## [Goal of the exercise]
Whenever a line in this data holds the word "MØLLE", report that line in full.

[Items from a data source]

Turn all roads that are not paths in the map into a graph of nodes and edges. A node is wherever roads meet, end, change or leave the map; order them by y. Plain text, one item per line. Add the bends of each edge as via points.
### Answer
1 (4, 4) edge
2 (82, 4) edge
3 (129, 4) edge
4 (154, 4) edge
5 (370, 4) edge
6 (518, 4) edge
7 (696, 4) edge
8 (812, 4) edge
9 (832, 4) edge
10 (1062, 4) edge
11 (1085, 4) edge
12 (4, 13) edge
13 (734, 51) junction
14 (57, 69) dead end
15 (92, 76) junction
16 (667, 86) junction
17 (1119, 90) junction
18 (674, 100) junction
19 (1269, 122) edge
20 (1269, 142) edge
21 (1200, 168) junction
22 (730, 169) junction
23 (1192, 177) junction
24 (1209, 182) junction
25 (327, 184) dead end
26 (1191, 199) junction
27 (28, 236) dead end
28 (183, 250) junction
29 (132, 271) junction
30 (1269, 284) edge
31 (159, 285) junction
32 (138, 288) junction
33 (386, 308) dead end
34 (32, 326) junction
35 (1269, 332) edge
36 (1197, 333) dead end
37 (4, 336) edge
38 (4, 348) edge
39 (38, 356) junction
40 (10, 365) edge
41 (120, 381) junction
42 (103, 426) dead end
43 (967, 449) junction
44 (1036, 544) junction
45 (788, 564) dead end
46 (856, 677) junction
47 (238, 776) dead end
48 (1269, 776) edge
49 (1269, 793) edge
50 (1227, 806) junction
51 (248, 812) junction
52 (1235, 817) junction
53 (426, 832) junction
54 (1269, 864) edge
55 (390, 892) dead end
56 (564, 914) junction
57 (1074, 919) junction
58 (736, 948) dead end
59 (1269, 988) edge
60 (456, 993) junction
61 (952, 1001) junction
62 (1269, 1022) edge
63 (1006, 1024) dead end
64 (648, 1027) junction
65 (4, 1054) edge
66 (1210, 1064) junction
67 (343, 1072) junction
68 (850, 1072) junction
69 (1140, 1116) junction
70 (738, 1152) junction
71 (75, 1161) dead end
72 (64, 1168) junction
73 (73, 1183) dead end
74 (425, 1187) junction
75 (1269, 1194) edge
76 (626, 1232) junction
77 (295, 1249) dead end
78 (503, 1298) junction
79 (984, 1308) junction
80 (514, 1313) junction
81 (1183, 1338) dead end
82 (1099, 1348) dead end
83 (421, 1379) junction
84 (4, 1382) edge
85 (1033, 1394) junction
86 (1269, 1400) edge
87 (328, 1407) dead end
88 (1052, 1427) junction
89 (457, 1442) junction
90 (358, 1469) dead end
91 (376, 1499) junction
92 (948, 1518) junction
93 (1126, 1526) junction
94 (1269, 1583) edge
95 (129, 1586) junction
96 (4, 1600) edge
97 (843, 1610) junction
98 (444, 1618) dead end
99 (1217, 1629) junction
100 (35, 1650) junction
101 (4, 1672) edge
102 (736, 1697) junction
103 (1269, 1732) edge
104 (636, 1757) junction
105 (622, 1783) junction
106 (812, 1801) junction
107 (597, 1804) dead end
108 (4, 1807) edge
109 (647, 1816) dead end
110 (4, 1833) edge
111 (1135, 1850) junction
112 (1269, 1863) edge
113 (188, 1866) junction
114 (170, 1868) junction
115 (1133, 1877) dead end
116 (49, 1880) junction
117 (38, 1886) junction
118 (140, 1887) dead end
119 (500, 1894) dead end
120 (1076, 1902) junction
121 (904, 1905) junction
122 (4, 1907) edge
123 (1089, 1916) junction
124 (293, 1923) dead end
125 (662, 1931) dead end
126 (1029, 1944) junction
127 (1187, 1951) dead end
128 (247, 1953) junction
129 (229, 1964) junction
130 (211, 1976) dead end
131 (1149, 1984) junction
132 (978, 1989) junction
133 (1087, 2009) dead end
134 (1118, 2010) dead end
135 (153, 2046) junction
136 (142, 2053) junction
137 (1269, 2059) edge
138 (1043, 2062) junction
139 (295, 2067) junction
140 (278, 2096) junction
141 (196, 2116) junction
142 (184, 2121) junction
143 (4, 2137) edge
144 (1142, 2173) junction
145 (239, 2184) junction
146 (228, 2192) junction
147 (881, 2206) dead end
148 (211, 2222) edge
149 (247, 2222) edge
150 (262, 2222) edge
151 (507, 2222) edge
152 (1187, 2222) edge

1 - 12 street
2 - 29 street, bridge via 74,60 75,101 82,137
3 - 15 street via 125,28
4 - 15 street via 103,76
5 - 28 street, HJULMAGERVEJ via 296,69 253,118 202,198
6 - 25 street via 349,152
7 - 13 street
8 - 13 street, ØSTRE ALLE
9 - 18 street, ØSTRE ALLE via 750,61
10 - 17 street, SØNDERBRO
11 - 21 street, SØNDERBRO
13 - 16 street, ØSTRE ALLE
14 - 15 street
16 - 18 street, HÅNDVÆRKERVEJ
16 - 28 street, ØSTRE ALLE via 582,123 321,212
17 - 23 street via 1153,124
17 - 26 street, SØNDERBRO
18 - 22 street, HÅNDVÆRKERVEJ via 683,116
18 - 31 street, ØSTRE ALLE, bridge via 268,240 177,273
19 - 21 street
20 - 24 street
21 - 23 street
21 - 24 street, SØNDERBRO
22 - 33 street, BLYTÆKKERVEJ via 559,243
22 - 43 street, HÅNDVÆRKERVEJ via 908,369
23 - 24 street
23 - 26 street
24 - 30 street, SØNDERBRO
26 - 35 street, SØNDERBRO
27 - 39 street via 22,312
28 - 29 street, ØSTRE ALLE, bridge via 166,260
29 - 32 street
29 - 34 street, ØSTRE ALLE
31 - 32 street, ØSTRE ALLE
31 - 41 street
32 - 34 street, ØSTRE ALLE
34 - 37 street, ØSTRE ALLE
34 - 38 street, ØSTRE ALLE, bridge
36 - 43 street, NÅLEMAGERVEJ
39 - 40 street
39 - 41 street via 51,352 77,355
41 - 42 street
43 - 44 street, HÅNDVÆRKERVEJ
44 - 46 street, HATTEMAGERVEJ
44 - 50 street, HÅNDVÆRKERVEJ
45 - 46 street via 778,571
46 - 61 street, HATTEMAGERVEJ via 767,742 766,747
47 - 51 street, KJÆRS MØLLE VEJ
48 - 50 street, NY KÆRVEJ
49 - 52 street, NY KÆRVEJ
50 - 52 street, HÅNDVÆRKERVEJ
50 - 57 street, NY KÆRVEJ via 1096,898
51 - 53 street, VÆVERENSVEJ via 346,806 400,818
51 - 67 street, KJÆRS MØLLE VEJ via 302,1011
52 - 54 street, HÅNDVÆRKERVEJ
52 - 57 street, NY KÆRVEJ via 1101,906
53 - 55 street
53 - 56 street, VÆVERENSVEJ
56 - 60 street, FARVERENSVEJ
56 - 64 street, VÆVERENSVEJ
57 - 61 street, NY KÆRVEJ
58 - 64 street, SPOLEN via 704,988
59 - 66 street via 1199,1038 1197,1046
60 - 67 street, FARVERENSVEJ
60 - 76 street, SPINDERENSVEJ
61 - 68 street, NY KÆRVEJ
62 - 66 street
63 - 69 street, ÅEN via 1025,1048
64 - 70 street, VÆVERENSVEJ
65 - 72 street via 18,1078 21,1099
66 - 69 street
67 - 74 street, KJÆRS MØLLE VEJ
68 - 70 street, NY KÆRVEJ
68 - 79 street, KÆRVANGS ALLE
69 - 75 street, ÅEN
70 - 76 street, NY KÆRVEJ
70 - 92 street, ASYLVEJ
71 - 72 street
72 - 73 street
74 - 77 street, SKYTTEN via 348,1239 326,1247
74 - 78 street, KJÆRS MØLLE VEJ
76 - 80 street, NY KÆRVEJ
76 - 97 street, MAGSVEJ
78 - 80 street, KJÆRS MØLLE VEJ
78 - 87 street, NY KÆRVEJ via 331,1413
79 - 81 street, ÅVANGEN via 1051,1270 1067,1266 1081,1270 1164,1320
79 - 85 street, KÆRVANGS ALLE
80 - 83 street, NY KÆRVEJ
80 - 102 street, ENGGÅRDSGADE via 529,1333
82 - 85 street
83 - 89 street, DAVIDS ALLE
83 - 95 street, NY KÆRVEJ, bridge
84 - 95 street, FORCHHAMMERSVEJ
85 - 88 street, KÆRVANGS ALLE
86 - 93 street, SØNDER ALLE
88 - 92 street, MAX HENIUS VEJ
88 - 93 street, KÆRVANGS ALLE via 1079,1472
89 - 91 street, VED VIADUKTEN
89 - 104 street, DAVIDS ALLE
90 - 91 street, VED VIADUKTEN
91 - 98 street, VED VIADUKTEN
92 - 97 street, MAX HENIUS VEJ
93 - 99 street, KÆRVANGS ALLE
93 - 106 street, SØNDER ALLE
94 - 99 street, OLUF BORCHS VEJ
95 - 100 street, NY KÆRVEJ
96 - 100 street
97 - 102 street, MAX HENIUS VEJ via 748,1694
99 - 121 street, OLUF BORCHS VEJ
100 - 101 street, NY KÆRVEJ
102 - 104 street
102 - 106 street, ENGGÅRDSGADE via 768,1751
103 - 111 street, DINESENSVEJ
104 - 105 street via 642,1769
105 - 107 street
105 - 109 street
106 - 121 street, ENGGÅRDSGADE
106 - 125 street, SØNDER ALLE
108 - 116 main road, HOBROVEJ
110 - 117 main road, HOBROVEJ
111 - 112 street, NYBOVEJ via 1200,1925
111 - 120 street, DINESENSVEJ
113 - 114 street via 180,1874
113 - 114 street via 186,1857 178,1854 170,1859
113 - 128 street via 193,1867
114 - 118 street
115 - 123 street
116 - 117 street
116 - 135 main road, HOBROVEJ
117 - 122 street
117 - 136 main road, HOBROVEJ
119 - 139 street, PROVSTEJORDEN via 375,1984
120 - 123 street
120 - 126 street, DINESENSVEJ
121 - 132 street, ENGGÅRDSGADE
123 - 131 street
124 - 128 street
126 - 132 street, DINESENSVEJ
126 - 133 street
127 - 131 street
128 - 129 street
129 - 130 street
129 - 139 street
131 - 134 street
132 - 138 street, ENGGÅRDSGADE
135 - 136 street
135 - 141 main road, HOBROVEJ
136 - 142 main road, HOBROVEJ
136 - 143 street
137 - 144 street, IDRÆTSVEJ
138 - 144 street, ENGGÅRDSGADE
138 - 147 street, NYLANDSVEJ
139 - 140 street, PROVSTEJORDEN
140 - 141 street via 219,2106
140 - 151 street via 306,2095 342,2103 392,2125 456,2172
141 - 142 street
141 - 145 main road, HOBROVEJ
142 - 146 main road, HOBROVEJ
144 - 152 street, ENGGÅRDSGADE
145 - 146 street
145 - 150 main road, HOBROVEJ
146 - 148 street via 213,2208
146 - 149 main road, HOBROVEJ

## [Response box]
47 - 51 street, KJÆRS MØLLE VEJ
51 - 67 street, KJÆRS MØLLE VEJ via 302,1011
67 - 74 street, KJÆRS MØLLE VEJ
74 - 78 street, KJÆRS MØLLE VEJ
78 - 80 street, KJÆRS MØLLE VEJ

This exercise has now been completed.